Task directions:
Sort through the entries below and pull out lines containing the word "above".

Exercise inputs:
##########
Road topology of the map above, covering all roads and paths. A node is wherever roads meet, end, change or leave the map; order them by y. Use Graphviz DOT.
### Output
##########
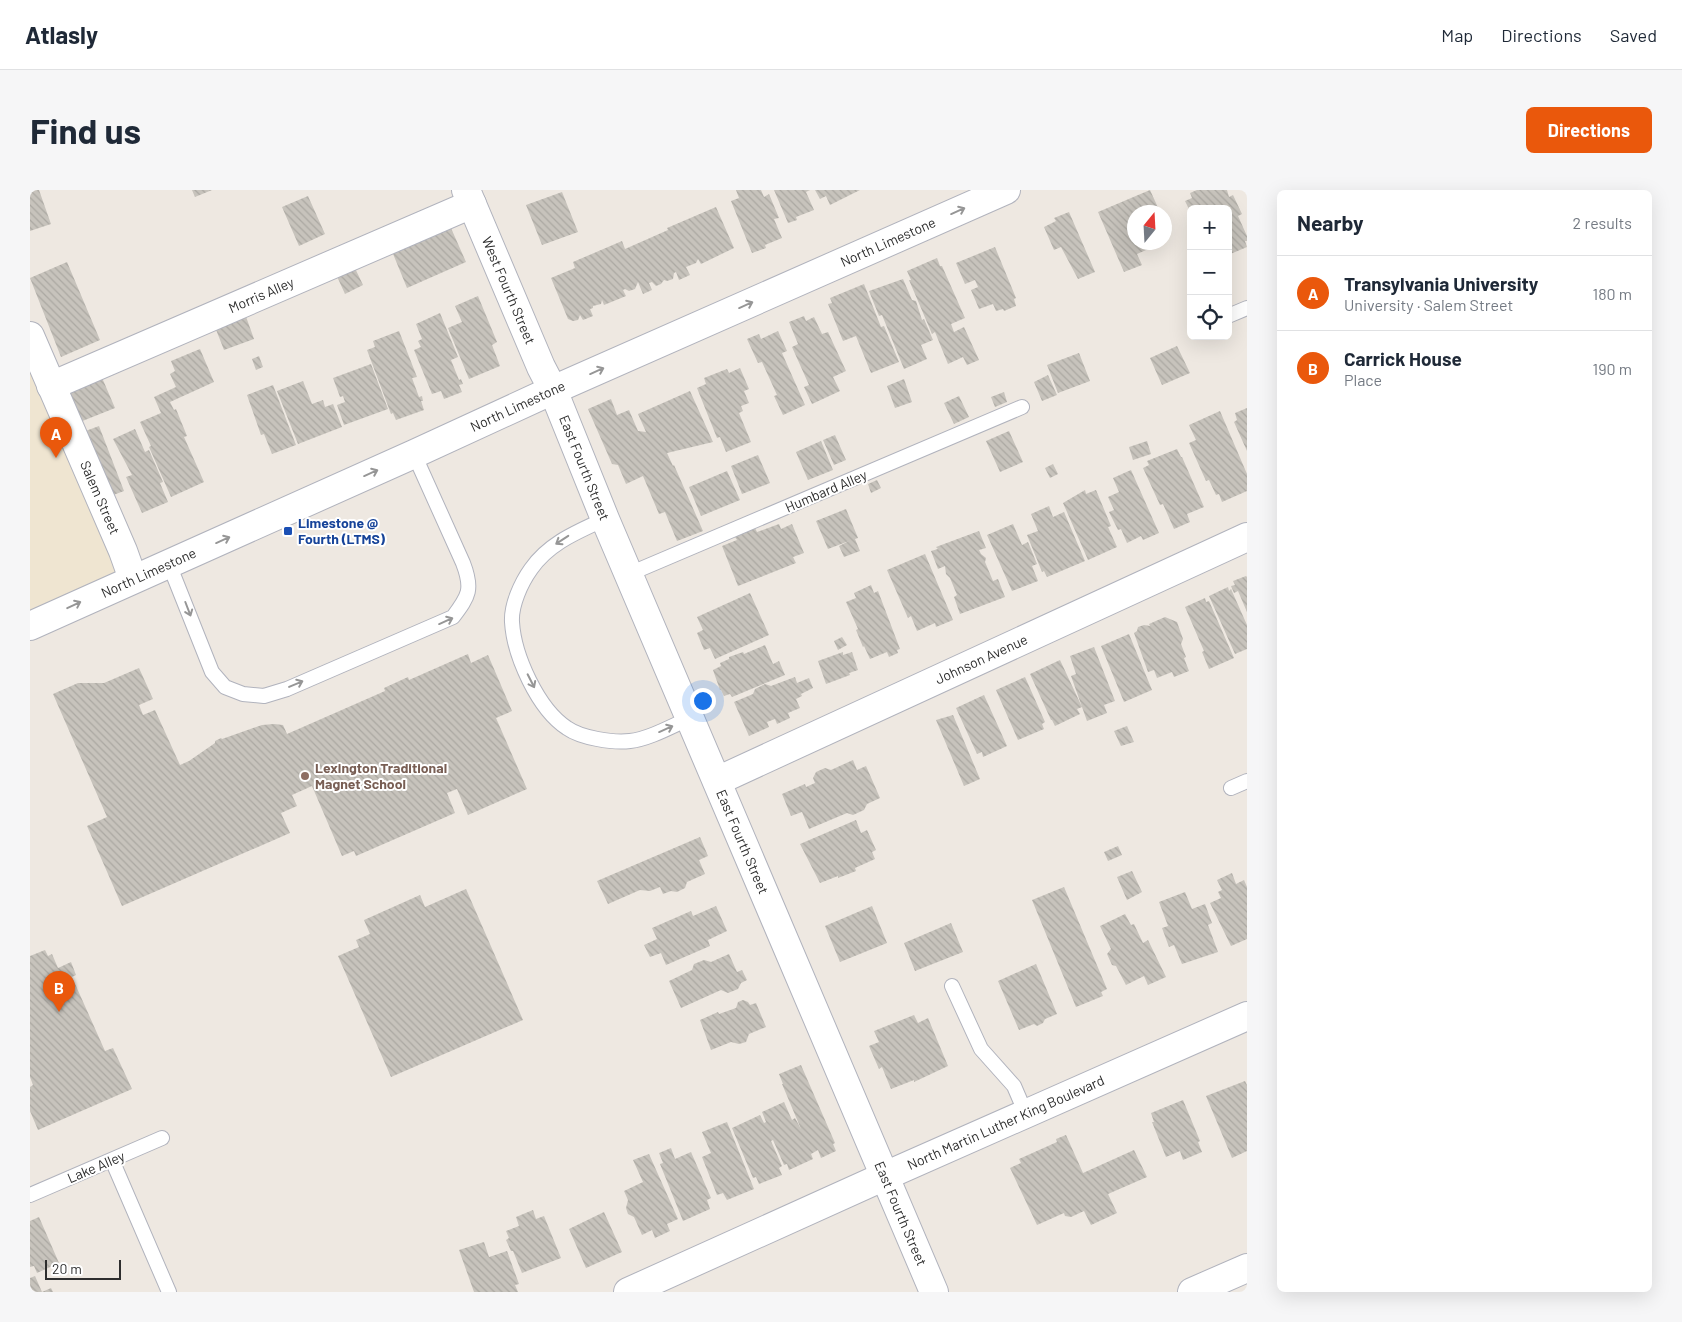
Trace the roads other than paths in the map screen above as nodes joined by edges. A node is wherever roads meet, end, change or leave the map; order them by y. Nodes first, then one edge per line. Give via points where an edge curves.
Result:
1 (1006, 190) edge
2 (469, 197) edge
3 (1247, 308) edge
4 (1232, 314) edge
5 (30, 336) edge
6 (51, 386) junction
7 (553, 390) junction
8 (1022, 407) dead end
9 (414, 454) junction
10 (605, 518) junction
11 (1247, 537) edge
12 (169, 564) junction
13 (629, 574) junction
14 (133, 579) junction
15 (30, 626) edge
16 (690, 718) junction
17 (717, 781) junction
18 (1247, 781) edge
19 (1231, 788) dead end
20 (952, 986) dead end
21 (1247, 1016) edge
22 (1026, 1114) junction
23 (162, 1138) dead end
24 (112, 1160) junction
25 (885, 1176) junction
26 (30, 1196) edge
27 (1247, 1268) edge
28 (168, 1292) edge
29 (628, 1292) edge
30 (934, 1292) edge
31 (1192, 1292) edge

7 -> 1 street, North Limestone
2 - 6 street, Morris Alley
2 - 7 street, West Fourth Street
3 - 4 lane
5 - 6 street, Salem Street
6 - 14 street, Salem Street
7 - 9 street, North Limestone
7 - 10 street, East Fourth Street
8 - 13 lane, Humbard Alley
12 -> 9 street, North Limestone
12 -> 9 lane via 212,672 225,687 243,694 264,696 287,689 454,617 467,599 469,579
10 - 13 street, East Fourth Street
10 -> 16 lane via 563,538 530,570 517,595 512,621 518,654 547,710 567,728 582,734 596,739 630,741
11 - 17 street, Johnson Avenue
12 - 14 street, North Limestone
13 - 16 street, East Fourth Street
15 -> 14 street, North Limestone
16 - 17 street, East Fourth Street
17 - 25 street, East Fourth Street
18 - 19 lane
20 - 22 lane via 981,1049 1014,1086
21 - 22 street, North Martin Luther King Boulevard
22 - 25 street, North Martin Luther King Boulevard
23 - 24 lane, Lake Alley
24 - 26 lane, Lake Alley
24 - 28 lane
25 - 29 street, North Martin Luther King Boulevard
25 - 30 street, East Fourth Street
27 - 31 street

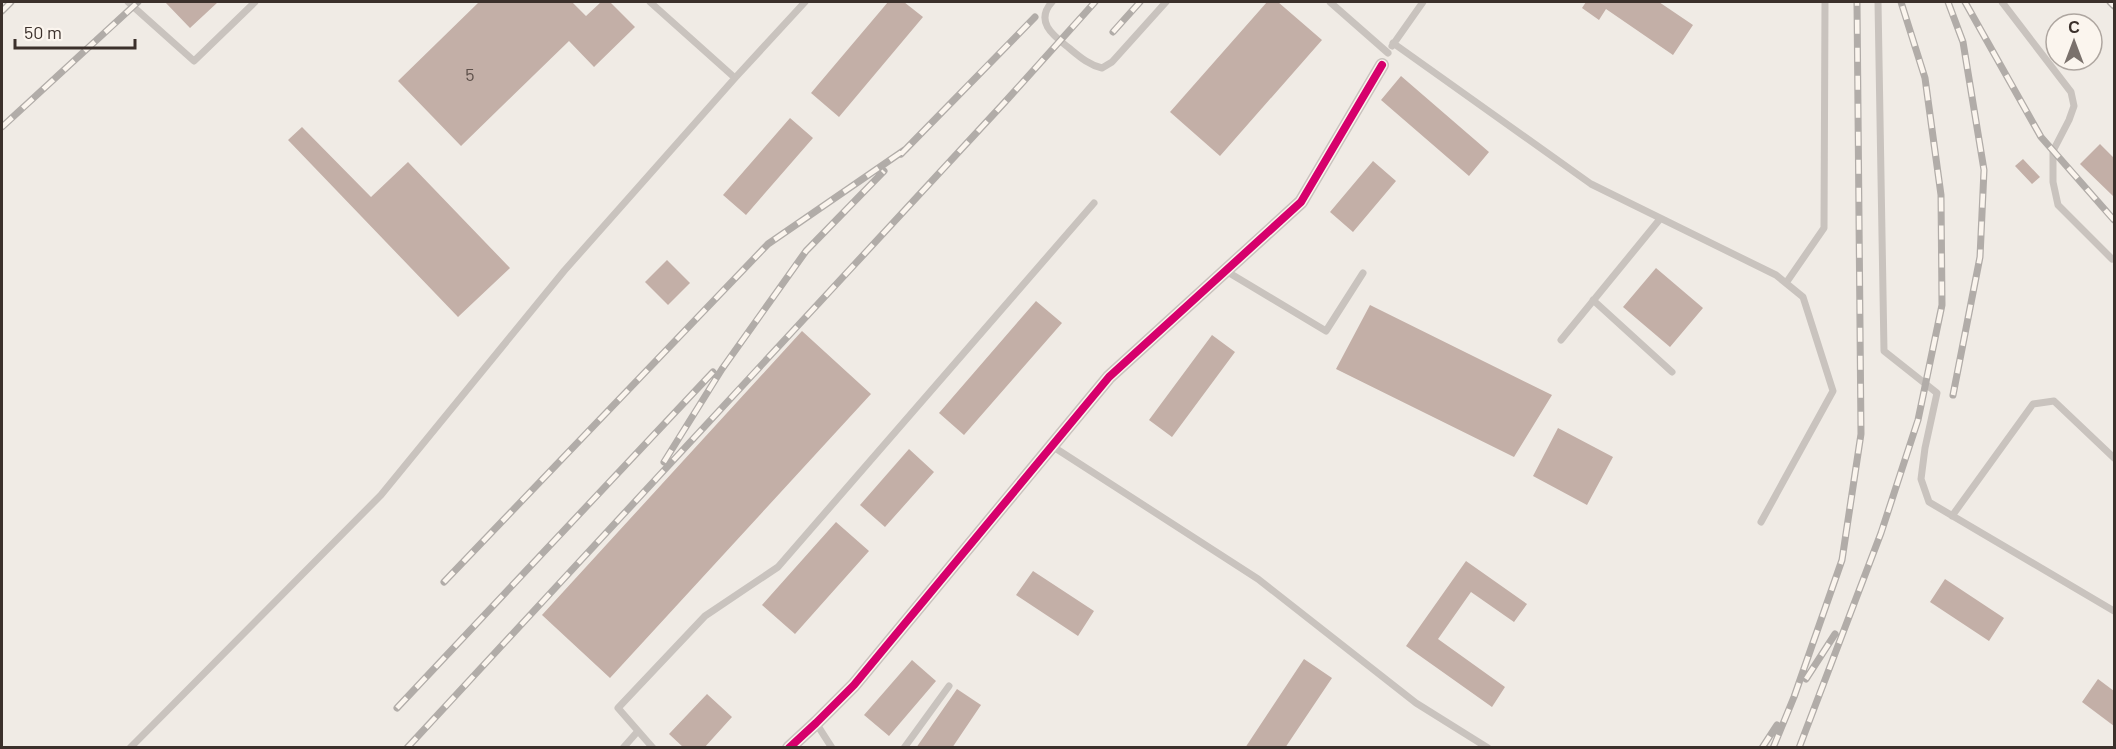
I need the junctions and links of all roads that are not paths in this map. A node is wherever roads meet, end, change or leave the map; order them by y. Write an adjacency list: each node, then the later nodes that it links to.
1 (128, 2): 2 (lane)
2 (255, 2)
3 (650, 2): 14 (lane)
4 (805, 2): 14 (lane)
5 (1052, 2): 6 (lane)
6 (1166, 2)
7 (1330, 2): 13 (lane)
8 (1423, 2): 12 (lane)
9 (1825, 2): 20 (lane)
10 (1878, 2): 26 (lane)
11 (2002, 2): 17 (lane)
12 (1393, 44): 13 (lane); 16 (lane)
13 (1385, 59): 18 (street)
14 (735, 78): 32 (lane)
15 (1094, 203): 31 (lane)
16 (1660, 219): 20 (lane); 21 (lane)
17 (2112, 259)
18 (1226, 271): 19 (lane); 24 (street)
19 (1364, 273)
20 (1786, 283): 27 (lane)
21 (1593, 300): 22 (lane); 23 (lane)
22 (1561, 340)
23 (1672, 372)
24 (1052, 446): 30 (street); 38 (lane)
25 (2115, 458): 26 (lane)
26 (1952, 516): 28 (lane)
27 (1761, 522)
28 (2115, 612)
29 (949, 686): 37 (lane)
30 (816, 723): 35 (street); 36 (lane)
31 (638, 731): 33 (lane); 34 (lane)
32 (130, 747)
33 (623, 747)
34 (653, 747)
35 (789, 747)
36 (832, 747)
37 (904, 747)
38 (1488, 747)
##########
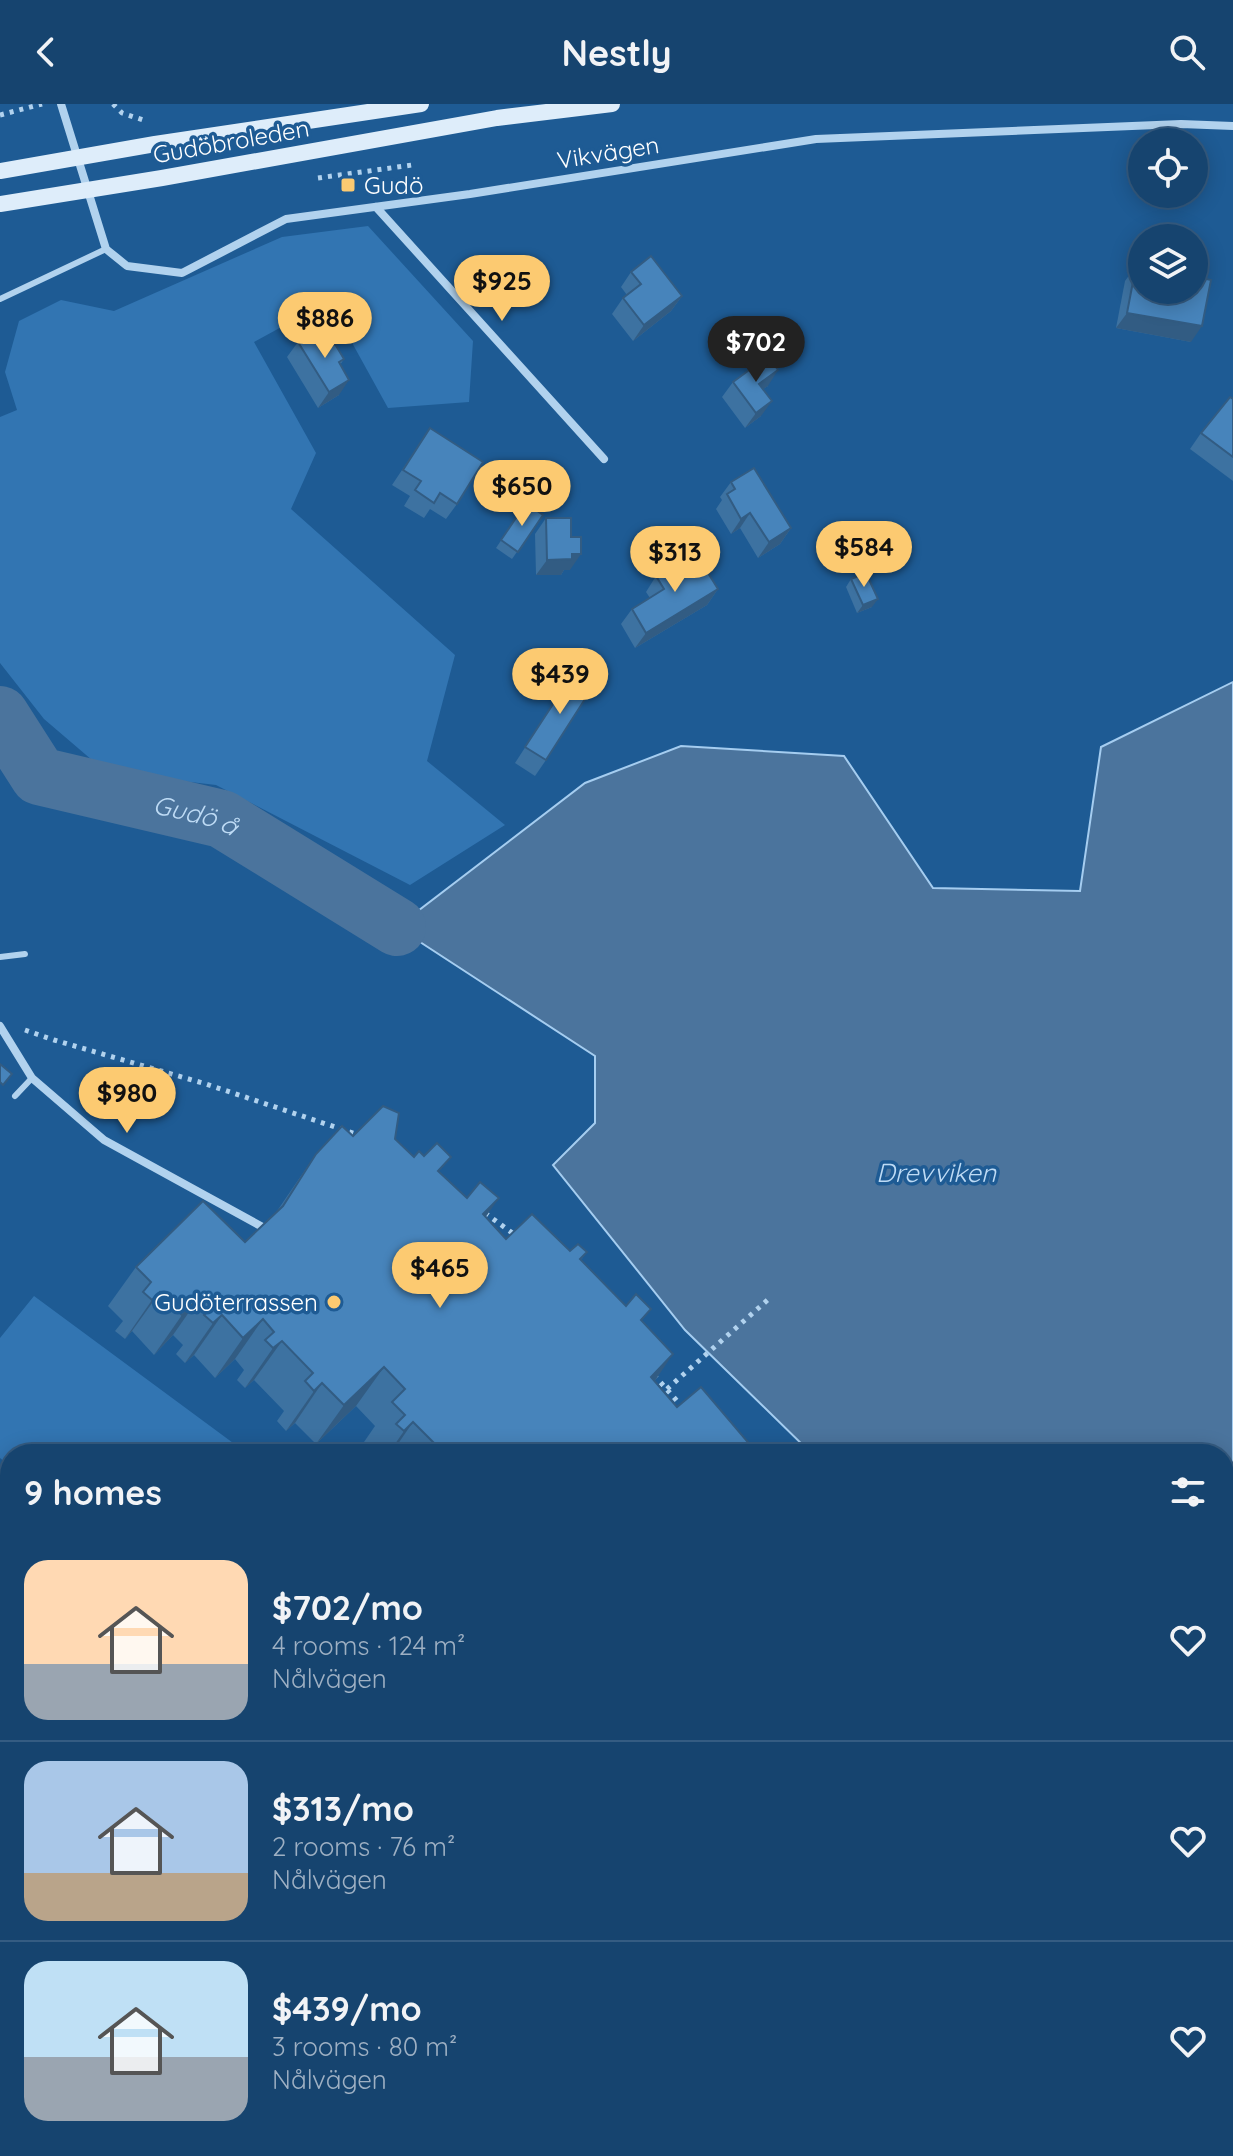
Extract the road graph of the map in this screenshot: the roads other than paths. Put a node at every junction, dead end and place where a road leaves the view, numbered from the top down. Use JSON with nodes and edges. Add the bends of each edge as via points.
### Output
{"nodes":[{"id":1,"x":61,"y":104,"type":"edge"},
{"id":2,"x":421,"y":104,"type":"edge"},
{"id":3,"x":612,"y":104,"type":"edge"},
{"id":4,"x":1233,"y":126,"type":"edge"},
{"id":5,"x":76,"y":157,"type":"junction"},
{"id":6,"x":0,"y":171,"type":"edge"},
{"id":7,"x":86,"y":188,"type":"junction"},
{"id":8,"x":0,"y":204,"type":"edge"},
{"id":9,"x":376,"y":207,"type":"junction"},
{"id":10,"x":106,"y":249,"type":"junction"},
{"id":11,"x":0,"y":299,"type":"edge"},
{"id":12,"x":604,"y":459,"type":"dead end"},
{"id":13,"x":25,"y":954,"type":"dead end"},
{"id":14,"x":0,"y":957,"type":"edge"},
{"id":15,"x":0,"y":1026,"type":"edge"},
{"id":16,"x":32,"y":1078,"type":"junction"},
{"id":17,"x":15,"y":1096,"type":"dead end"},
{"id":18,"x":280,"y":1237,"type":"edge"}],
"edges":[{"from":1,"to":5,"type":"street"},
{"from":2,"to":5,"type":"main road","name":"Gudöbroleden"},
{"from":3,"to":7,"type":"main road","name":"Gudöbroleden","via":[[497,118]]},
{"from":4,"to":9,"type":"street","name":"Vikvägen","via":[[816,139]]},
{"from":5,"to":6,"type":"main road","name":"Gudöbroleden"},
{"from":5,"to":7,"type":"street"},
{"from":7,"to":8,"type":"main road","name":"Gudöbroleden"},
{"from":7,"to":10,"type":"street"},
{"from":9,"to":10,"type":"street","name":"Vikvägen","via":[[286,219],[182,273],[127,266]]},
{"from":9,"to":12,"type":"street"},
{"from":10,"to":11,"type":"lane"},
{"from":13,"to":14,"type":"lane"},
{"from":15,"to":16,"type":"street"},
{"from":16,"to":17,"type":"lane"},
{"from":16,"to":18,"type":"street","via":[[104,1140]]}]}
##########
Task output:
Road topology of the map above, covering all roads and paths. A node is wherever roads meet, end, change or leave the map; order them by y. Use Graphviz DOT.
Trace the roads other than paths in the map screen above as nodes joined by edges. A node is wherever roads meet, end, change or leave the map; order them by y. Nodes first, then one edge per line. Give via points where an edge curves.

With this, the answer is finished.